「ニーズに対して、どんなシーズが必要なのかを考えていくと、必ずしも最先端の技術が必要になるケースばかりだとは限りません。時代遅れと思われている技術であっても、ニーズを満たす場合があります」――。

 2002年にノーベル化学賞を受賞した、島津製作所 シニアフェローの田中耕一氏。同氏は今、内閣官房の医療イノベーション推進室に参画するなど、日本のものづくり力を生かした医療のイノベーションの必要性を説いています。冒頭のコメントは、筆者が2012年1月に同氏にインタビューした際の、「エレクトロニクス技術者などが医療の分野に参加するに当たり、重要なことは何か」という問いに対する回答の一部です(Tech-On!関連記事)

 筆者は、このコメントがとても印象に残っています。エレクトロニクスやICTを活用した医療・健康・介護、いわゆる「デジタルヘルス」に関する取材をここ数年続けている中で、同分野への参入を考える企業がこのコメントのような意識を持つことの重要性を、筆者も強く感じていました。その考えを、“時代遅れ”とは対極の“超最先端”とも言える技術の研究開発を手掛ける田中耕一氏の口から直接耳にしたことで、ある種の驚きとうれしさを覚えたからです。

 医療・健康・介護は一般に、さまざまな業種と比較して、デジタル化が遅れている分野の一つと指摘されています。つまり、これまでは、エレクトロニクスやICTの活用があまり進んでいなかったわけです。しかも、医療・健康・介護の現場におけるイノベーションへのニーズも、なかなか周辺に伝わってきていません。

 デジタルヘルス分野の開拓に積極的な姿勢を見せている村田製作所の取締役 常務執行役員である家木英治氏は、次のように語ります(関連記事)。「実際に現場の話を聞いてみると、『え?』と思うことが多々あります。『それは、すごいメリットになりますね』と言われても、『え、そうだったのですか。考えもしませんでした…』といった具合です。ニーズを把握するには、細かく現場の話を聞いていくしかないでしょう」――。

 エレクトロニクスやICTを医療・健康・介護に生かそうと考える際、決して最先端の技術の活用にこだわらず、ニーズを満たす技術は何かという意識をより強く持つことが大切だと筆者が考える理由は、こうしたことにあります。その結果として、田中耕一氏のコメントにもあるように、「時代遅れの技術」によって大きなイノベーションを起こせる可能性もあるわけです。

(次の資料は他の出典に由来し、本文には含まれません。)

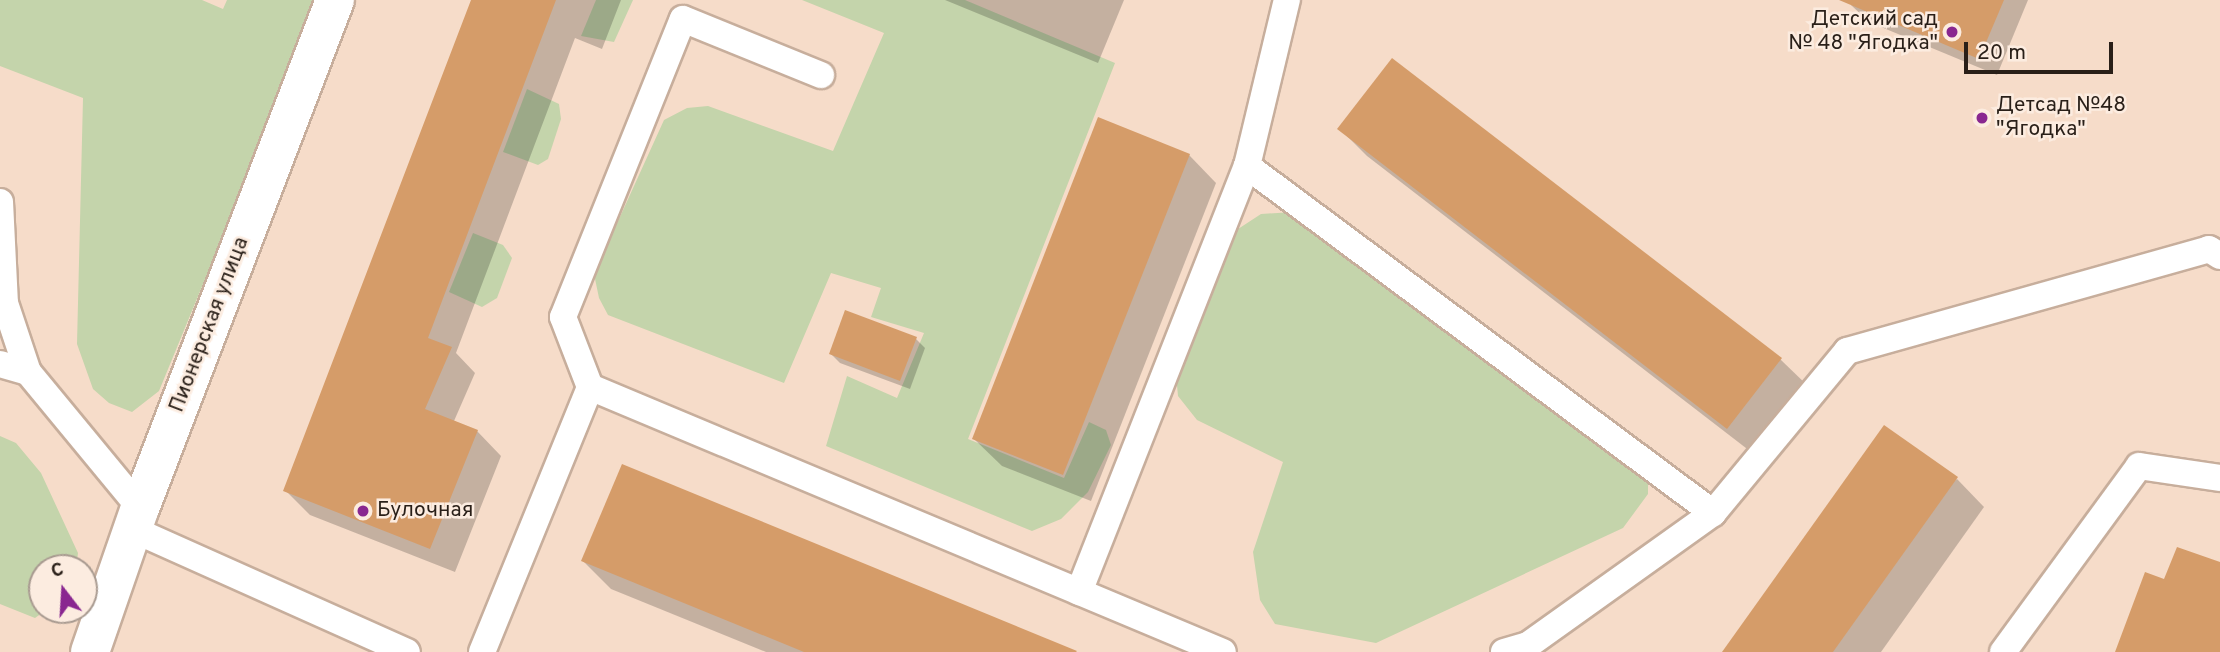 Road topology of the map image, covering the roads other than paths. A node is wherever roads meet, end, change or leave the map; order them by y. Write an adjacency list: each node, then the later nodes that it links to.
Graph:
1 (335, 0): 13 (street, Пионерская улица)
2 (1287, 0): 4 (lane)
3 (821, 75): 10 (lane)
4 (1247, 166): 12 (lane); 14 (lane)
5 (0, 202): 7 (lane)
6 (2220, 256): 12 (lane)
7 (2, 302): 9 (lane)
8 (0, 364): 9 (lane)
9 (28, 372): 13 (lane)
10 (590, 387): 14 (lane); 17 (lane)
11 (2220, 478): 20 (lane)
12 (1713, 513): 19 (lane)
13 (136, 518): 15 (street, Пионерская улица); 16 (lane)
14 (1079, 592): 18 (lane)
15 (90, 652)
16 (407, 652)
17 (482, 652)
18 (1223, 652)
19 (1504, 652)
20 (2003, 652) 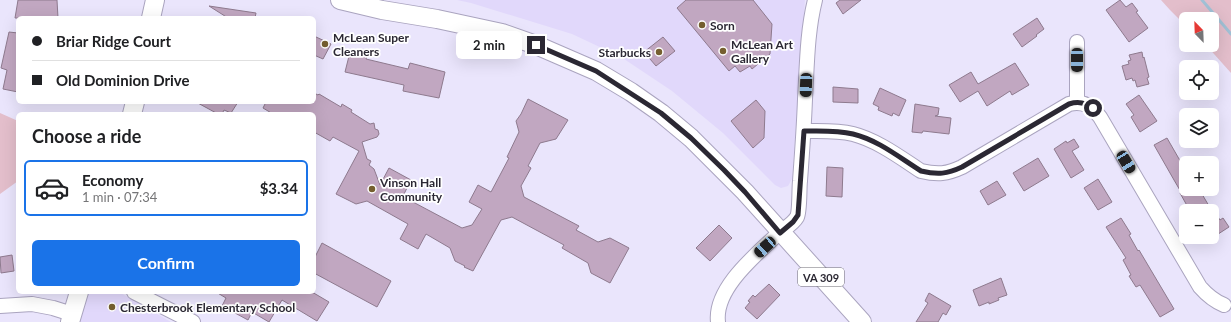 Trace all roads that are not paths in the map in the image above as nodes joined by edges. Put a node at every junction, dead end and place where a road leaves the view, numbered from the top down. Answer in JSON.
{"nodes":[{"id":1,"x":155,"y":0,"type":"edge"},
{"id":2,"x":340,"y":0,"type":"edge"},
{"id":3,"x":815,"y":0,"type":"edge"},
{"id":4,"x":151,"y":16,"type":"edge"},
{"id":5,"x":1077,"y":42,"type":"dead end"},
{"id":6,"x":1077,"y":102,"type":"junction"},
{"id":7,"x":804,"y":131,"type":"junction"},
{"id":8,"x":780,"y":233,"type":"junction"},
{"id":9,"x":78,"y":294,"type":"edge"},
{"id":10,"x":138,"y":294,"type":"edge"},
{"id":11,"x":1224,"y":305,"type":"dead end"},
{"id":12,"x":0,"y":306,"type":"edge"},
{"id":13,"x":71,"y":318,"type":"edge"},
{"id":14,"x":193,"y":322,"type":"edge"},
{"id":15,"x":718,"y":322,"type":"edge"},
{"id":16,"x":862,"y":322,"type":"edge"}],
"edges":[{"from":1,"to":4,"type":"main road"},
{"from":2,"to":8,"type":"main road","number":"VA 309"},
{"from":3,"to":7,"type":"street"},
{"from":5,"to":6,"type":"street"},
{"from":6,"to":7,"type":"street"},
{"from":6,"to":11,"type":"street"},
{"from":7,"to":8,"type":"street"},
{"from":8,"to":15,"type":"street"},
{"from":8,"to":16,"type":"main road","number":"VA 309"},
{"from":9,"to":13,"type":"main road"},
{"from":10,"to":14,"type":"street"},
{"from":12,"to":13,"type":"street"}]}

 2012年11月にドイツのデュッセルドルフで開催された、世界最大の医療機器展「MEDICA 2012」(Tech-On!関連記事一覧)。同展示会での話題の一つは、主に内視鏡分野における3D(3次元)映像技術の活用でした。3D技術と言えば、民生分野においては既に「時代遅れの技術」と評される一つかもしれません。ところが医療の分野では、その3D技術を活用することによって、これから大きなイノベーションが起ころうとしているのです(詳細は、日経エレクトロニクス2012年12月24日号の解説記事「3Dの活きる道は医療にあり」に掲載)。

 これはあくまで一例ですが、他にも同様のケースはたくさんありそうです。医療・健康・介護のイノベーションに向けて、求められている要素技術は、最先端、時代遅れを問わず何なのか。引き続き、こうした視点を持ちながらデジタルヘルス分野の取材を続けていく考えです。

 なお、田中耕一氏には、日経エレクトロニクスとデジタルヘルスOnlineが2012年11月21日に開催した「デジタルヘルス・サミット2013」において、「日本のものづくり力を医療に」と題してご講演いただきました。この講演の様子は、日経エレクトロニクス1100号記念号(2013年1月21日号)に掲載予定です。